Encosto minha cabeça no volante.
- Pelo menos sabe se ele está vivo?
- Deve tá.
Aquilo não era uma certeza. André poderia estar morto naquele momento e poderíamos não saber.
- Ele tem que resolver isso. Tenho que voltar a trabalhar, se é que a boate ainda vai funcionar.
- Ainda tem aquela opção.
Viro a cabeça para Átila.
- Que ainda não entendi muito bem.
- Não é muito difícil de entender - Ele me olha - Você só precisa ficar no lugar dela - diz com a voz com uma pintada de tristeza.
- No lugar da sua... - Hesito - noiva?
Ele respira fundo, assentindo.
Por um momento, me esqueci que Átila havia perdido a noiva, vítima de uma emboscada há dois dias.

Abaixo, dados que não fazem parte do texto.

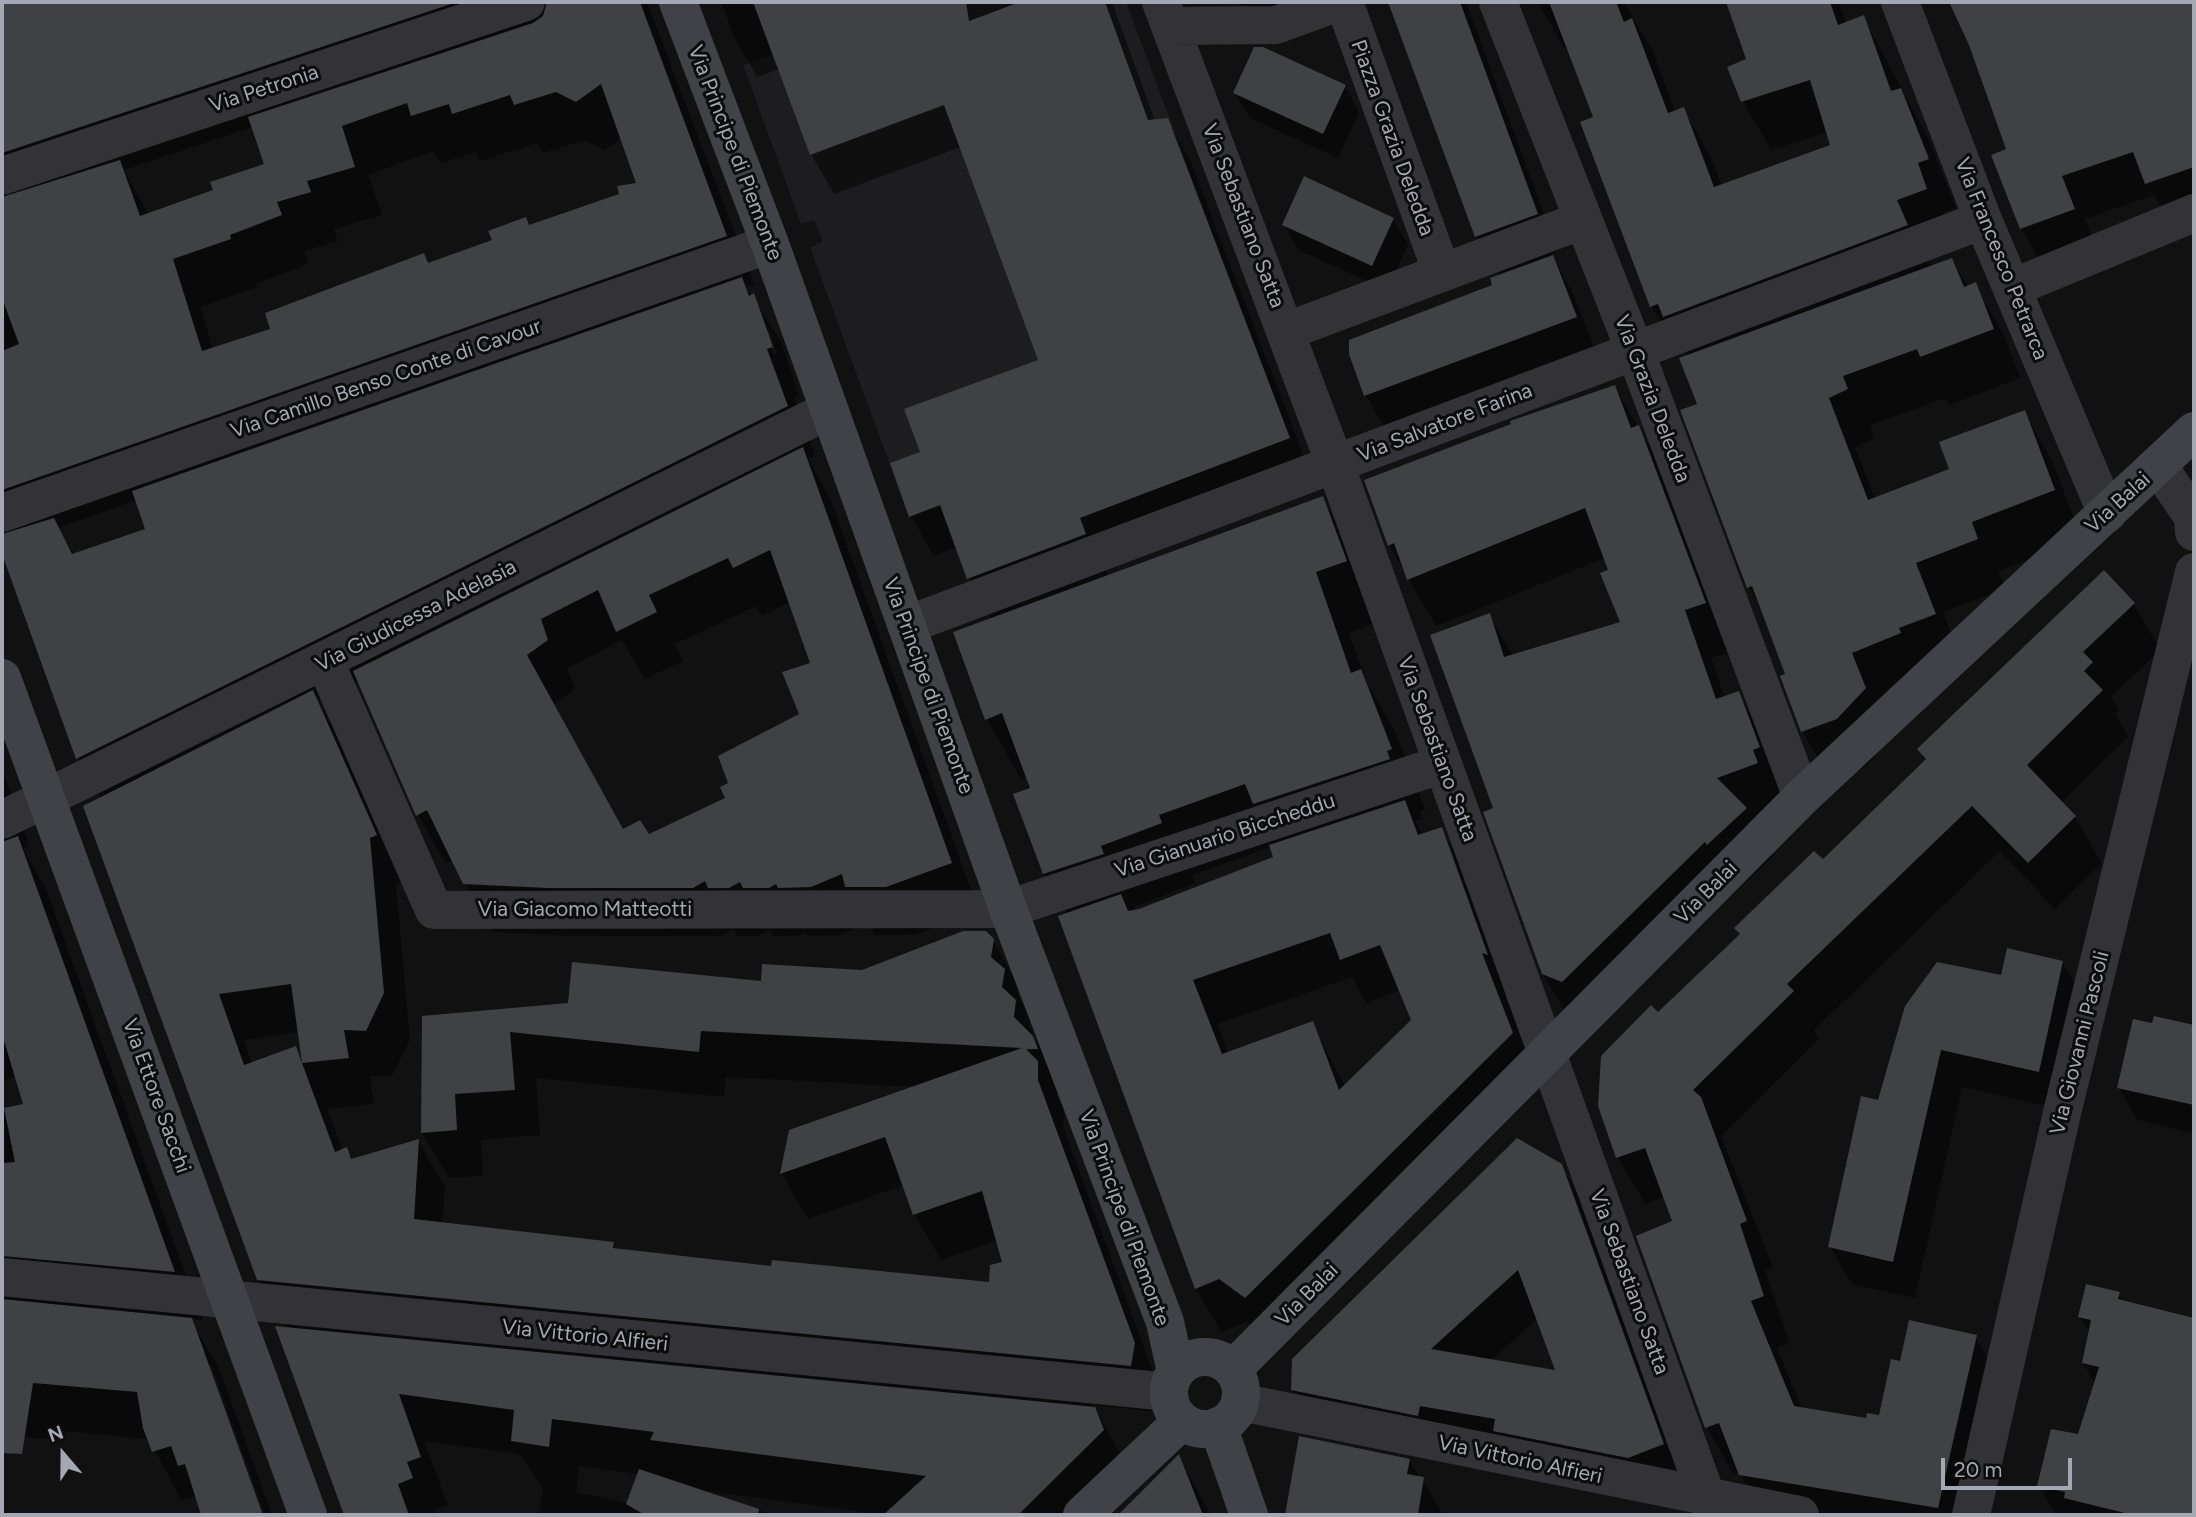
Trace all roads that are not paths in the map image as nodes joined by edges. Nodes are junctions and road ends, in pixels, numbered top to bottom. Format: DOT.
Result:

Mas o fato de ele querer que eu ficasse no lugar da noiva falecida dele, era mais do que estranho.
- Me desculpa o que vou perguntar, mas... por quê?
Ele aperta levemente o volante.
- Íamos nos casar semana que vem, meu relacionamento com ela, acabou num acordo. Uma aliança entre Heliópolis e Paraisópolis, onde iríamos nos fortalecer.
- Ela é filha do cara que tá comandando Paraisópolis?
- É.Isso aí.
Com certeza isso deixava Átila numa posição complicada. Duvidava que os pais da noiva dele, o pai em questão, acreditaria que foi uma emboscada.
- Sinto muito - murmuro.
- Mas você pode impedir que uma guerra comece e que me matem.
Eu podia...
Solto o ar dos pulmões, inspirando profundamente, ponderando tudo.
Precisava da minha vida de volta, só que para isso acontecer, precisava não morrer.
Não me sobrava outra alternativa além daquela.
- Quanto tempo vou precisar fingir?
- Posso responder isso depois?
- Tá - Passo a mão pelo meu rosto - André não vai gostar disso.
- Você tá se salvando.
Sim, eu estava. Isto deixava claro que não precisava de um homem para tomar decisões por mim, principalmente quando se tratava da minha vida.
Quando percebo já estou novamente na casa de Átila, entrando no pátio. André aparece de repente com Rita ao seu lado e pela sua cara, não estava nada bem.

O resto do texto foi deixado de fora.